#### ACTIVITY
Filter the records below, keeping only lines with the string "numbered".

#### Saved data entries
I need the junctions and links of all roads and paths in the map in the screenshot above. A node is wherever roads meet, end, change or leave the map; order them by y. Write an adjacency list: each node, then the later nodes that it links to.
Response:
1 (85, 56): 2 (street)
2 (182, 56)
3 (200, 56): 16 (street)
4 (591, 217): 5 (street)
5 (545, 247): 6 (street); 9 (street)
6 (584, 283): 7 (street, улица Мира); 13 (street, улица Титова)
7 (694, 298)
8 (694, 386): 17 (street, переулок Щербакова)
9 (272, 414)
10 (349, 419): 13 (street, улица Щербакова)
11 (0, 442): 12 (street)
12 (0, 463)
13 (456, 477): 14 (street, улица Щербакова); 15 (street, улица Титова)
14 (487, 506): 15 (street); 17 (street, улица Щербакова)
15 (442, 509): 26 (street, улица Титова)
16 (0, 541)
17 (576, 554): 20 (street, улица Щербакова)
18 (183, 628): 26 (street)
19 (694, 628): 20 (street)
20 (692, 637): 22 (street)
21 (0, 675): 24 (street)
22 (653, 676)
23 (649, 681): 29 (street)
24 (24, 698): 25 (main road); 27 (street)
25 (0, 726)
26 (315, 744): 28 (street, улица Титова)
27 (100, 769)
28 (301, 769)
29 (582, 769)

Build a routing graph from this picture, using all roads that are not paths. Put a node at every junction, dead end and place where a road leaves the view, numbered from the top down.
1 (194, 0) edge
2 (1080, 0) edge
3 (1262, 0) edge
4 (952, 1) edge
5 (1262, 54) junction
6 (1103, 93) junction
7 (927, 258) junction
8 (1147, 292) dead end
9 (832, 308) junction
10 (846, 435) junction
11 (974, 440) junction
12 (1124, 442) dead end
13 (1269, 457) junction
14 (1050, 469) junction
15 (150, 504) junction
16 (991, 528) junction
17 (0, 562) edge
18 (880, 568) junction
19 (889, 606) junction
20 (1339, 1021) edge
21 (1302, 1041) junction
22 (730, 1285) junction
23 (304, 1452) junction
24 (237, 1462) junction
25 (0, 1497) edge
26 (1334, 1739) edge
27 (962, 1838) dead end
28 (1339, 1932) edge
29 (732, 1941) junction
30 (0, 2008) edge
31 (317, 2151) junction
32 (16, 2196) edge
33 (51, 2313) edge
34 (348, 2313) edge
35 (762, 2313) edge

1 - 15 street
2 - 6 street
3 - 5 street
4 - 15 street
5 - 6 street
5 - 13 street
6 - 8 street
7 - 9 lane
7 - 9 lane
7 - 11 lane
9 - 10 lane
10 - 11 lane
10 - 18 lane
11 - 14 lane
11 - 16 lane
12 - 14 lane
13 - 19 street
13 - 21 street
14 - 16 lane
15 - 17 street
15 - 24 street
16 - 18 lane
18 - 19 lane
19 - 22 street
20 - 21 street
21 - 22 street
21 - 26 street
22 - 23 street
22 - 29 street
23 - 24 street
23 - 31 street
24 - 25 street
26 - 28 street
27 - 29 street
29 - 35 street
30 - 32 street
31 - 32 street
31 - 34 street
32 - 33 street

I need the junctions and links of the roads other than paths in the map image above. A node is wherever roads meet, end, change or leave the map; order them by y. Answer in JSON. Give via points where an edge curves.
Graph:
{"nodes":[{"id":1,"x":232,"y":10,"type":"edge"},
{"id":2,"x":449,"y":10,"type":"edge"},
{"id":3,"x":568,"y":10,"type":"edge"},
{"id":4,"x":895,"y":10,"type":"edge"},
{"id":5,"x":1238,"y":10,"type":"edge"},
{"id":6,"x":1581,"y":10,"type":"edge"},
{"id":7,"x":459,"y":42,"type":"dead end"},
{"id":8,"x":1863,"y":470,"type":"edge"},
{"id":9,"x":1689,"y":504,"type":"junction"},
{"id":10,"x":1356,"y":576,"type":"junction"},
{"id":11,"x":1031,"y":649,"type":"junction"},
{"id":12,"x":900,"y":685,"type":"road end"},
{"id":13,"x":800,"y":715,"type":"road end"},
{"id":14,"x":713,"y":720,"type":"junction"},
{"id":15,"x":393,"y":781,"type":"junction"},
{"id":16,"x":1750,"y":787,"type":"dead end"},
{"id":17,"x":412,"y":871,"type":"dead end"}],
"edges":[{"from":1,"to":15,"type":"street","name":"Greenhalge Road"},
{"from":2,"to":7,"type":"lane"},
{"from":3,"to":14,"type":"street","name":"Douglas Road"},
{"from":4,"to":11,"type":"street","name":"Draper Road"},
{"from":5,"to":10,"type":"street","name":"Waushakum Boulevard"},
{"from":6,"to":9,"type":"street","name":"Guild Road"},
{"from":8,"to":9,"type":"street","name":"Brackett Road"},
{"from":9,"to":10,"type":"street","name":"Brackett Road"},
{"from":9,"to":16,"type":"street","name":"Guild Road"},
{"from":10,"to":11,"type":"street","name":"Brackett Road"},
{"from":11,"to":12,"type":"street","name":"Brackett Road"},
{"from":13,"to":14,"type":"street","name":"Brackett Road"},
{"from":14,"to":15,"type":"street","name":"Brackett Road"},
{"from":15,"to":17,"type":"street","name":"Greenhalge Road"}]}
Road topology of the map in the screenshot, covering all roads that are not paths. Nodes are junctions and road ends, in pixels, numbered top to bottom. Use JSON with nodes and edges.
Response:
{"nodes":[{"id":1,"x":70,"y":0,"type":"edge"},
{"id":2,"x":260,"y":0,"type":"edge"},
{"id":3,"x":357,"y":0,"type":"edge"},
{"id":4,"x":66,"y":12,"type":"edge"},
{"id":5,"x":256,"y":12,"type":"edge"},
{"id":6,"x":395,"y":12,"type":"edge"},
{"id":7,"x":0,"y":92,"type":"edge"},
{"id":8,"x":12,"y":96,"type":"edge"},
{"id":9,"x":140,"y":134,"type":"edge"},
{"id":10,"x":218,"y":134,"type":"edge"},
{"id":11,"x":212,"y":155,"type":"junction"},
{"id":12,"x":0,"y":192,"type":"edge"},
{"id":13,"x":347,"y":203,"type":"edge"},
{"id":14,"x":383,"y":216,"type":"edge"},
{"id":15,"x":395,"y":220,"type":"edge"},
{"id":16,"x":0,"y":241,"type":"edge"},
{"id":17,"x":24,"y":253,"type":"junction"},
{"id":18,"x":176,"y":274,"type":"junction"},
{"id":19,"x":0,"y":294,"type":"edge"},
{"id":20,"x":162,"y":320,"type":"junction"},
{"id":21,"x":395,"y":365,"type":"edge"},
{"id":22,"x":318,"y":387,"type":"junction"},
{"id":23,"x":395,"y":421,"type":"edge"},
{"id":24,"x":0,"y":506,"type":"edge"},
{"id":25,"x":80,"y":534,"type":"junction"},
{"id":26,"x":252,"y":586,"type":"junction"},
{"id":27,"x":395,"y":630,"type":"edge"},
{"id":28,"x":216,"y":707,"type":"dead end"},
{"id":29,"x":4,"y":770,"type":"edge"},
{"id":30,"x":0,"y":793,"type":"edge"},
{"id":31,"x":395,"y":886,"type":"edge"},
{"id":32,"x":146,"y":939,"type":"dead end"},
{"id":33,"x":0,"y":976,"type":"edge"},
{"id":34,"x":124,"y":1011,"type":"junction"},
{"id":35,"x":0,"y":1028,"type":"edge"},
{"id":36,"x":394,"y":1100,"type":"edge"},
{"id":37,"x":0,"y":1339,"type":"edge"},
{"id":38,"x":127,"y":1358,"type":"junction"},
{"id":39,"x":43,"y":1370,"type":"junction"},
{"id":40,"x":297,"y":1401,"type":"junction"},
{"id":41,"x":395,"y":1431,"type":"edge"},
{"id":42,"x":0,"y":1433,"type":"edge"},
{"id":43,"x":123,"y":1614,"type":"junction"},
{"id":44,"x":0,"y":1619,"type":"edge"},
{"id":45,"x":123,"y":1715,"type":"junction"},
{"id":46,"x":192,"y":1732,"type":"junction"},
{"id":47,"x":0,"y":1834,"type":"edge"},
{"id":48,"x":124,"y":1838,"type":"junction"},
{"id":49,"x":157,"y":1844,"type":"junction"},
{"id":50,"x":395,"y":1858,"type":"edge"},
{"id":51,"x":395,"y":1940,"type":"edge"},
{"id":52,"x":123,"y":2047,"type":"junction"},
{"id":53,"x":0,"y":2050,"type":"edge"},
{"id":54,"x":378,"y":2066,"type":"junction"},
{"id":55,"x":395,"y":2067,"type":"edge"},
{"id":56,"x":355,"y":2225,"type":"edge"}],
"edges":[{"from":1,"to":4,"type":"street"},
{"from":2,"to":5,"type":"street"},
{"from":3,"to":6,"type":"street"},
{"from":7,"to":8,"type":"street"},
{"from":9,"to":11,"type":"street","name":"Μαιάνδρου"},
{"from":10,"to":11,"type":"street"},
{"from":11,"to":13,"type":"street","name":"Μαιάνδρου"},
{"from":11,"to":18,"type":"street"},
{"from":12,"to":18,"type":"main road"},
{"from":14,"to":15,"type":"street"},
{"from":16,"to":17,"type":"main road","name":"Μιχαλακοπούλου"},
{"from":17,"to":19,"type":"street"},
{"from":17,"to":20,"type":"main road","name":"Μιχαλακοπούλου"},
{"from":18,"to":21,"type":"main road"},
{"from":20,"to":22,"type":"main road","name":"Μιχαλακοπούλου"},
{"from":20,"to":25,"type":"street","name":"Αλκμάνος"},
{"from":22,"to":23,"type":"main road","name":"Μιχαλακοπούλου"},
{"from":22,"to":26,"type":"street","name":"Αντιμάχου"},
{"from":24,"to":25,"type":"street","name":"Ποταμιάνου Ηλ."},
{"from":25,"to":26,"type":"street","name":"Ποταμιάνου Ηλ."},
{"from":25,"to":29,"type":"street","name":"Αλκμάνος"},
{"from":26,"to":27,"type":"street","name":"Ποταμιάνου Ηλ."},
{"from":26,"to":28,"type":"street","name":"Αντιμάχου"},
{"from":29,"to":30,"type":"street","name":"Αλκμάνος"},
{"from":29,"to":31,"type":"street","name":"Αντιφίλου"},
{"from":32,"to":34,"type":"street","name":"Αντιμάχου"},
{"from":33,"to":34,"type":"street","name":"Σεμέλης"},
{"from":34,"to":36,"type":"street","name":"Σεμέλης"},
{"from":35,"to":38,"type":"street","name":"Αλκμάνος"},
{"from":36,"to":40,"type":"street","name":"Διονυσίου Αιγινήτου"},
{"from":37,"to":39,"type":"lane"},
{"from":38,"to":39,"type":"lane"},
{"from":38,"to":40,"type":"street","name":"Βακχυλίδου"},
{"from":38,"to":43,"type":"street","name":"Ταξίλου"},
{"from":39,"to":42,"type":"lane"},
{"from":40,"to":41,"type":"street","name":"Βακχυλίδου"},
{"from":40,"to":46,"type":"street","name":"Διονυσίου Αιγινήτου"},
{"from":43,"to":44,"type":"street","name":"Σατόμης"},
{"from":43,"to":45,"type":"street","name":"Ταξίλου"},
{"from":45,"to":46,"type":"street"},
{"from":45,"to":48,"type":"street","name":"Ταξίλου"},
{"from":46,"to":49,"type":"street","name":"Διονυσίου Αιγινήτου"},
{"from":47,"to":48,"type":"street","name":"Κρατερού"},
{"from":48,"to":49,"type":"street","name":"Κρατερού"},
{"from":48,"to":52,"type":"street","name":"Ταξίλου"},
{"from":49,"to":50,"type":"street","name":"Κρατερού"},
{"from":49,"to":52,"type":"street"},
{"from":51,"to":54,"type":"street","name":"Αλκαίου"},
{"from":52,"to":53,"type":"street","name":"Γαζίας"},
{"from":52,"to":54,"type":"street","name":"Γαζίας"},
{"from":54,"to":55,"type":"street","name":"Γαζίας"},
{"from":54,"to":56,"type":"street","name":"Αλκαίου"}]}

#### ANSWER TO THIS PROBLEM
Build a routing graph from this picture, using all roads that are not paths. Put a node at every junction, dead end and place where a road leaves the view, numbered from the top down.
Road topology of the map in the screenshot, covering all roads that are not paths. Nodes are junctions and road ends, in pixels, numbered top to bottom. Use JSON with nodes and edges.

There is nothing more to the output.